No, real rights remain rights, the government can violate those rights, not take them away. The government is guilty all day every day if it does so. There is no acceptable scenario where the government denies someone their rights.
Yes, you are correct. I did not form my statement in an accurate way. The way you put it, above, is much more accurate. I agree.
If you create a system where people can live comfortably doing diddly squat, then why would they work? ....
I agree with all of that. However, the purpose of Mises’ article (Economic Calculation in the Socialist Commonwealth), detailed in that video, was to remove incentives from the argument entirely. I am not sure if you watched any of it, notwithstanding Spoletta’s smear campaign, but around 1920, when the article was written, the incentive argument was pretty much the only objection. The socialists were countering that a “new socialist man” would emerge if we could just convert the economy. The new socialist man would buy into the scheme completely and wouldn’t be subject to their previous “nature”.
Mises granted them their premise, and then showed that it didn’t matter. Socialism would destroy prices because private property and voluntary exchange would end. Without prices, you can’t figure out how to allocate resources. There would be no entrepreneurship, and any decision concerning resource usage would be arbitrary. Would you use the steel to build tractors or carrot juicers?

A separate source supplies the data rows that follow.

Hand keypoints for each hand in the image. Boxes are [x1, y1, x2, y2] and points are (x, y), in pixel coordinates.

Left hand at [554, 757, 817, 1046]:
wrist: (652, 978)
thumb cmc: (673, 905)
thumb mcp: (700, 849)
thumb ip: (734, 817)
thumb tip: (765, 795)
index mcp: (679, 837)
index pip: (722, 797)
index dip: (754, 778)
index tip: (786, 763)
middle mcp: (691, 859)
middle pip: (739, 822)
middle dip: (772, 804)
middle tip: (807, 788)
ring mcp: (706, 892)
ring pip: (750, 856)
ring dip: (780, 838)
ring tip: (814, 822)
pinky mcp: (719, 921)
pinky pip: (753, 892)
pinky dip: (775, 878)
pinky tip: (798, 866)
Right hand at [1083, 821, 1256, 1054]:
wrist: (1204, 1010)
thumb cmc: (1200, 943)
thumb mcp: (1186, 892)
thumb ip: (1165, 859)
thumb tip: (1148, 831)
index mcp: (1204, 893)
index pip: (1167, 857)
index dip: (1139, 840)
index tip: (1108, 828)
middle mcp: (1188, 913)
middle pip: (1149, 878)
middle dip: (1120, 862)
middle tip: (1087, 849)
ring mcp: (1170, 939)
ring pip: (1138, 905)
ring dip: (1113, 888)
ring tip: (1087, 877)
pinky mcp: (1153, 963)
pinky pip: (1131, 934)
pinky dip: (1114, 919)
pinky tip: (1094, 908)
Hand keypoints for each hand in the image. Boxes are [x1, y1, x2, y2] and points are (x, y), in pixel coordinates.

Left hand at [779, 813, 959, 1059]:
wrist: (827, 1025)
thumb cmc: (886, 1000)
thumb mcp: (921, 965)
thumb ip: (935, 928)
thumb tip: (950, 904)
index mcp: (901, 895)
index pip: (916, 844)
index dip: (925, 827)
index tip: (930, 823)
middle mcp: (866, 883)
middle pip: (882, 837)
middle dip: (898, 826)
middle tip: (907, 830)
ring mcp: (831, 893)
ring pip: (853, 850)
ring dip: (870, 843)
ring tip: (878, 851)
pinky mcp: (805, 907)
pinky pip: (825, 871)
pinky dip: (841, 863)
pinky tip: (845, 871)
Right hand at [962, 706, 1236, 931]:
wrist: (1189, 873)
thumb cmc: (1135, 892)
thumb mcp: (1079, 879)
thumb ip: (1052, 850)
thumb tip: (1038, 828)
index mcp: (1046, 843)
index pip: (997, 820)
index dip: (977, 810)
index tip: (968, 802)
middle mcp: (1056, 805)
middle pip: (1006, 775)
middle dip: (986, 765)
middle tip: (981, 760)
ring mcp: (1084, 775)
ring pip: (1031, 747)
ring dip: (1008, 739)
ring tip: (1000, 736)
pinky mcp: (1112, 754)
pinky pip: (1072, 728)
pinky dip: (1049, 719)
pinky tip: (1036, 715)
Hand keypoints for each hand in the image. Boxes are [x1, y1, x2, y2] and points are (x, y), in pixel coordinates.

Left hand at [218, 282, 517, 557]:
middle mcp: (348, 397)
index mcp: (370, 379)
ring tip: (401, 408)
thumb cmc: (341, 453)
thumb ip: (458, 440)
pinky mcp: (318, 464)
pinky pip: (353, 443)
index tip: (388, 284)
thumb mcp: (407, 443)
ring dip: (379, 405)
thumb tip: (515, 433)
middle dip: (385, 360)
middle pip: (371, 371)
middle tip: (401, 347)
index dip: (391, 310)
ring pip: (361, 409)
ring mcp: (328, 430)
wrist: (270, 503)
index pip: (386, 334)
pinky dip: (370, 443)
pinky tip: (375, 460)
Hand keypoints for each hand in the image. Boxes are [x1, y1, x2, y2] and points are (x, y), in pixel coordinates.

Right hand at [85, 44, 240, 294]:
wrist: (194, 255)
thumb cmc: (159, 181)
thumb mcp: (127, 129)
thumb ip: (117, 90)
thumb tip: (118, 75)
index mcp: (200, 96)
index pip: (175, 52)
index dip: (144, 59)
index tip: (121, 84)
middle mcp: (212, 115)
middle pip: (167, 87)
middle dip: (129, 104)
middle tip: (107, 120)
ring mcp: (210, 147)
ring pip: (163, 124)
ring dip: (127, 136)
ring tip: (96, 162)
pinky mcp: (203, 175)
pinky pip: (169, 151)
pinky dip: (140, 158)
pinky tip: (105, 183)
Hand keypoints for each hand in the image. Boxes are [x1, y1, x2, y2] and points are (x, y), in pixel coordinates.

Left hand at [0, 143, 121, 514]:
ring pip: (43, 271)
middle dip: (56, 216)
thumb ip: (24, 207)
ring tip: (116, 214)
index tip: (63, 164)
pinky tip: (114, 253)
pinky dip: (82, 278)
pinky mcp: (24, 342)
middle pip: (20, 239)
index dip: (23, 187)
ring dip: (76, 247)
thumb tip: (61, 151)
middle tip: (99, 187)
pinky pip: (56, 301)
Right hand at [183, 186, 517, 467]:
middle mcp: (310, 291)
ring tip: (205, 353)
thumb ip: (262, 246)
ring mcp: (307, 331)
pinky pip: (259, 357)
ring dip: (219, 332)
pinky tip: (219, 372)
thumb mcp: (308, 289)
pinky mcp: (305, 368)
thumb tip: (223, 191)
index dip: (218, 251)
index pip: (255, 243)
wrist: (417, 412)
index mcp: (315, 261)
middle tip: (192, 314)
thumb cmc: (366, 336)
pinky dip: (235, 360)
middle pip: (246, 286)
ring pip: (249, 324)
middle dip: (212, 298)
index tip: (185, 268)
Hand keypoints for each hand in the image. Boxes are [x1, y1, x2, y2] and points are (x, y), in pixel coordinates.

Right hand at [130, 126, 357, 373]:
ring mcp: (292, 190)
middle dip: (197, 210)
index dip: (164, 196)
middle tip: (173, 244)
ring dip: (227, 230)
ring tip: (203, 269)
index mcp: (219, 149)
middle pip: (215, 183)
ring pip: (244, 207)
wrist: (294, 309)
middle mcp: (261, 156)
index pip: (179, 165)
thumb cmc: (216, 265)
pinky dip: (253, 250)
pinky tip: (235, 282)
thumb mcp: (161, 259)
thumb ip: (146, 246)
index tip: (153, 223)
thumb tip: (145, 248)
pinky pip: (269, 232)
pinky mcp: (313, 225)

Mises’ whole point was that you bump up against raw resource reality. It doesn’t matter if you buy into socialism or not. You can take all of the capitalists out to the fields and kill them... doesn’t matter. The economy is doomed. You must have real prices produced by real interactions, voluntary interactions, and true private ownership.
Also, we get a glimpse into partial socialism. China kept Hong Kong capitalist in order to reference the prices. The Soviet Union produced black markets between manufacturers, and started to lift prices from the Sears catalog. The point being that the prosperity an economy experiences is directly proportional to its market freedom. The more socialistic an industry gets, the more and more it will experience these price distortions and resource allocation problems.
Hayek came around later and expanded on it with the knowledge problem.
This is all on top of the incentive issue - which is a very real problem too.